CCR5-Δ32

CCR5-Δ32 (or CCR5-D32 or CCR5 delta 32) is a genetic variant of the CCR5 gene characterized by a 32-base-pair deletion that produces a nonfunctional receptor on the surface of immune cells, conferring strong resistance to HIV-1 infection in individuals who inherit two copies of the mutation (homozygotes).[1][2][3]

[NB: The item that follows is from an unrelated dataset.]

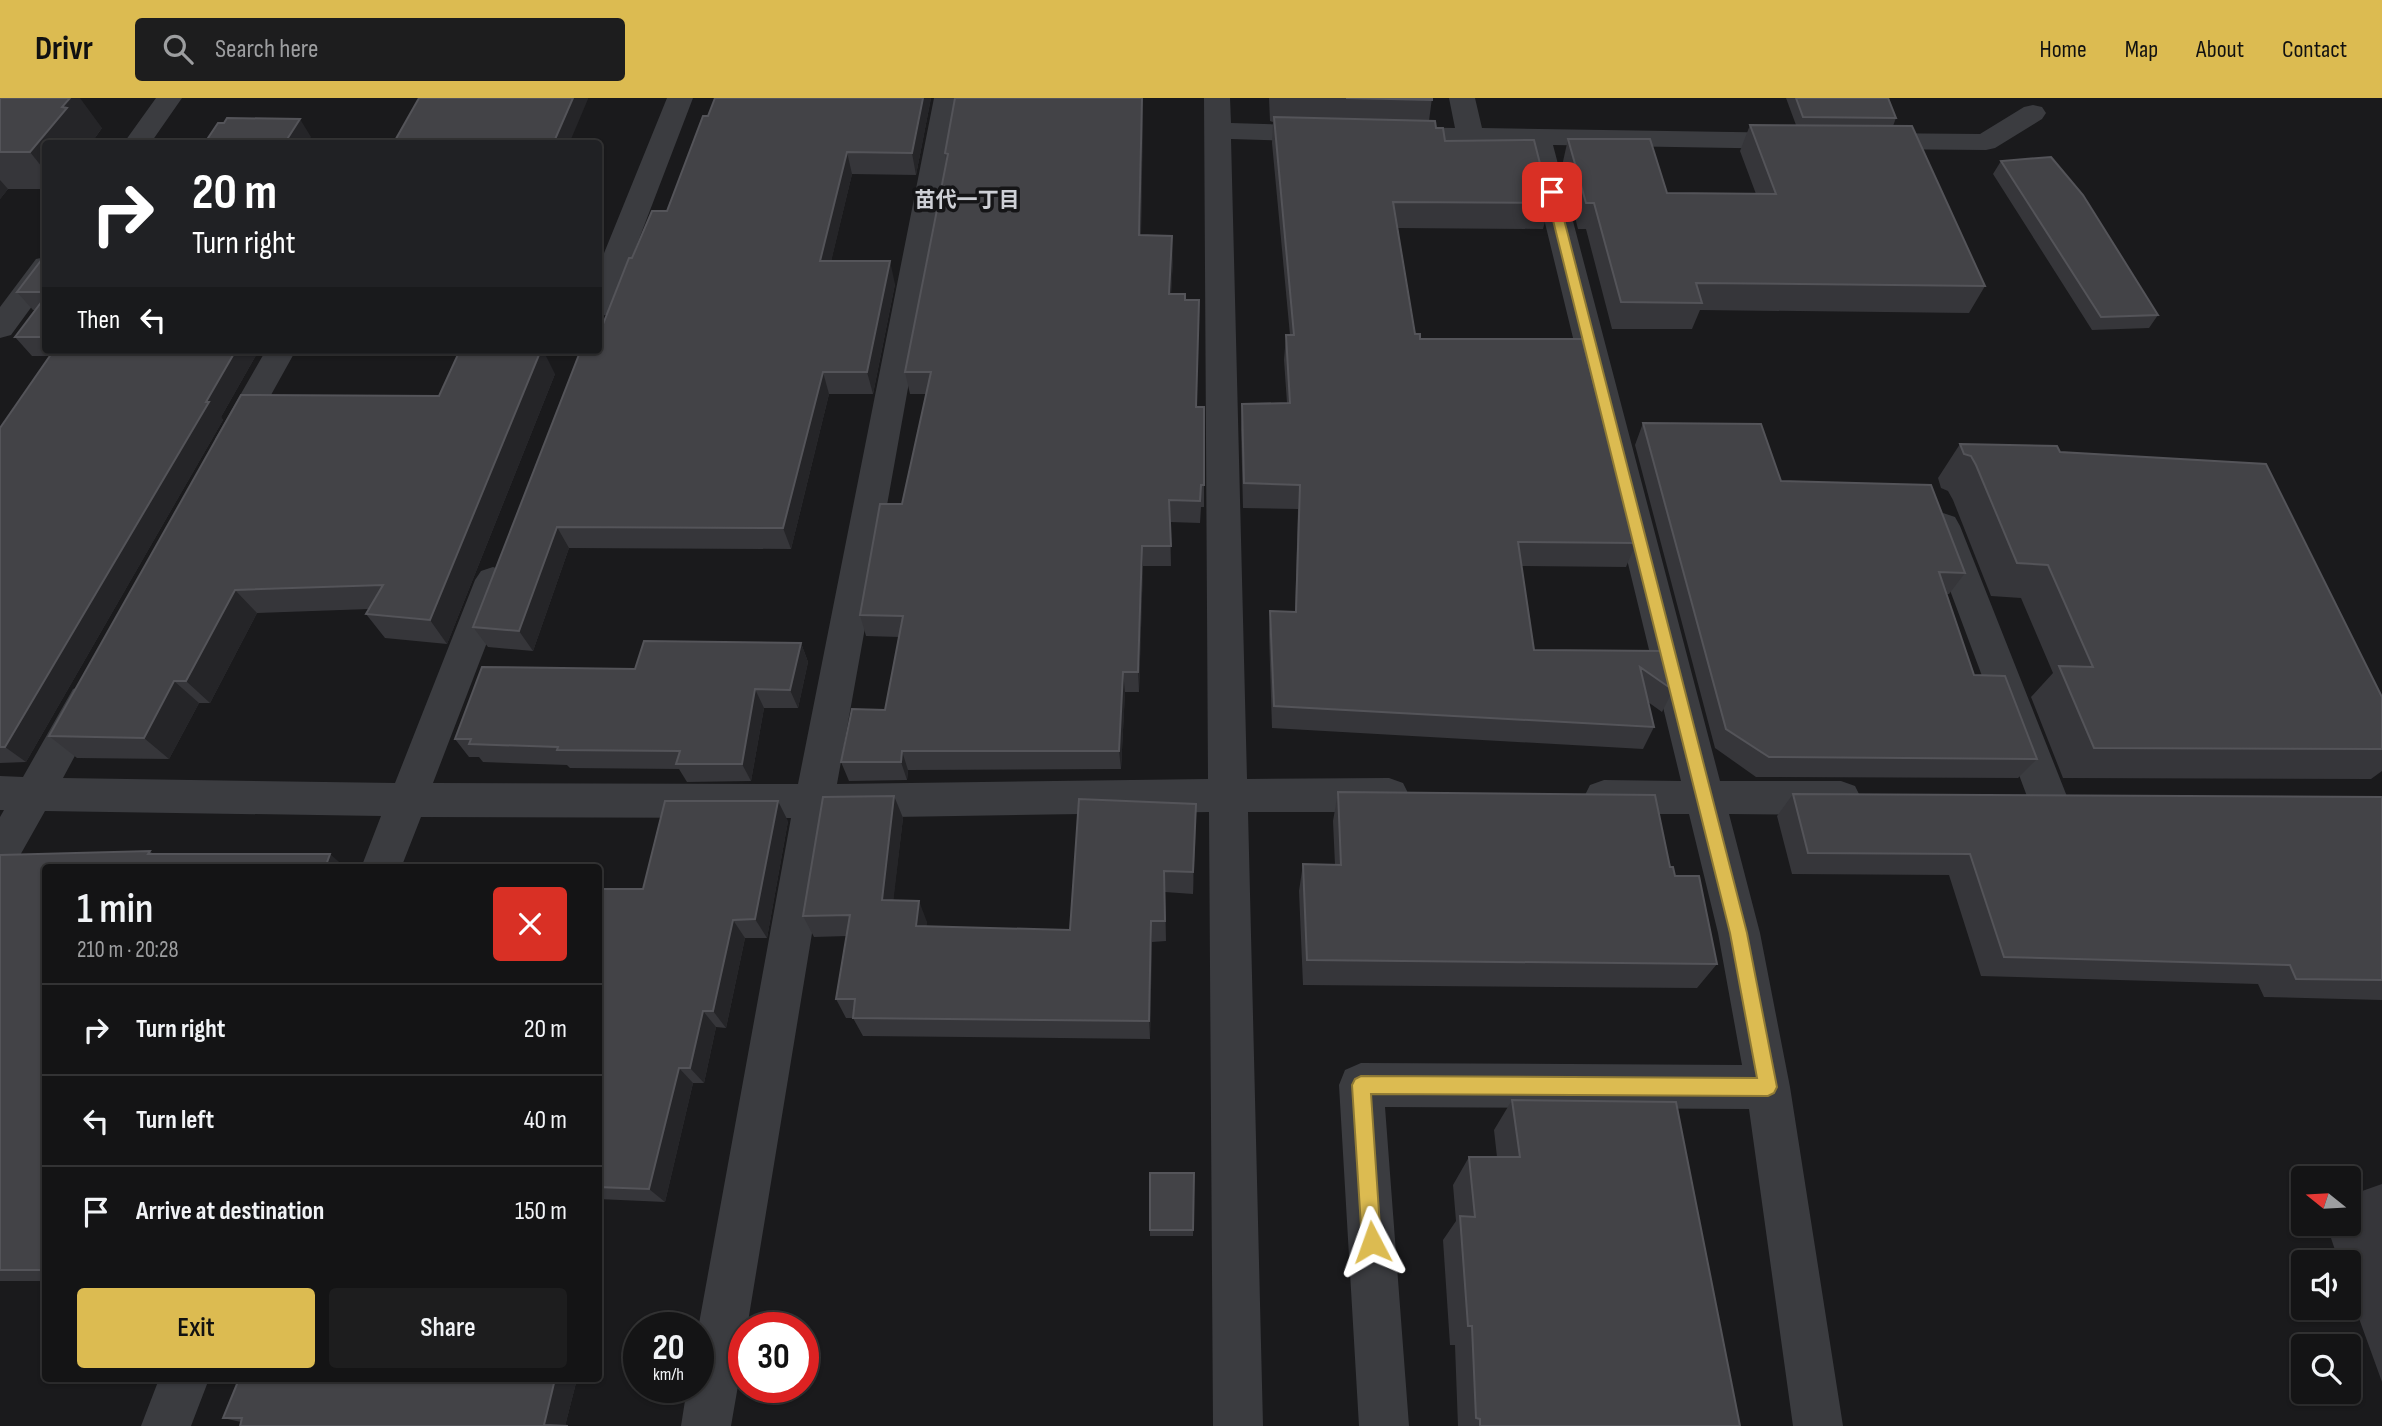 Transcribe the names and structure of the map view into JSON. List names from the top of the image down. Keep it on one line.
{"districts":["苗代一丁目"],"north":"left","page":{"header":"Drivr","search":"Search here","nav":["Home","Map","About","Contact"],"turn":["20 m","Turn right"],"then":"Then","heading":["1 min","210 m · 20:28"],"list":[{"name":"Turn right","value":"20 m"},{"name":"Turn left","value":"40 m"},{"name":"Arrive at destination","value":"150 m"}],"buttons":["Exit","Share"],"speed":"20 km/h","limit":"30"}}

CCR5 Δ32 is a 32-base-pair deletion that introduces a premature stop codon into the CCR5 receptor locus, resulting in a nonfunctional receptor.[4][5] CCR5 is required for M-tropic HIV-1 virus entry.[6] Individuals homozygous (denoted Δ32/Δ32) for CCR5 Δ32 do not express functional CCR5 receptors on their cell surfaces and are resistant to HIV-1 infection, despite multiple high-risk exposures.[6] Individuals heterozygous (+/Δ32) for the mutant allele have a greater than 50% reduction in functional CCR5 receptors on their cell surfaces due to dimerization between mutant and wild-type receptors that interferes with transport of CCR5 to the cell surface.[7] Heterozygote carriers are resistant to HIV-1 infection relative to wild types and when infected, heterozygotes exhibit reduced viral loads and a 2-3-year-slower progression to AIDS relative to wild types.[4][6][8] Heterozygosity for this mutant allele also has shown to improve one's virological response to anti-retroviral treatment.[9] CCR5 Δ32 has a heterozygote frequency of 9% in Europe, and a homozygote frequency of 1%.[10]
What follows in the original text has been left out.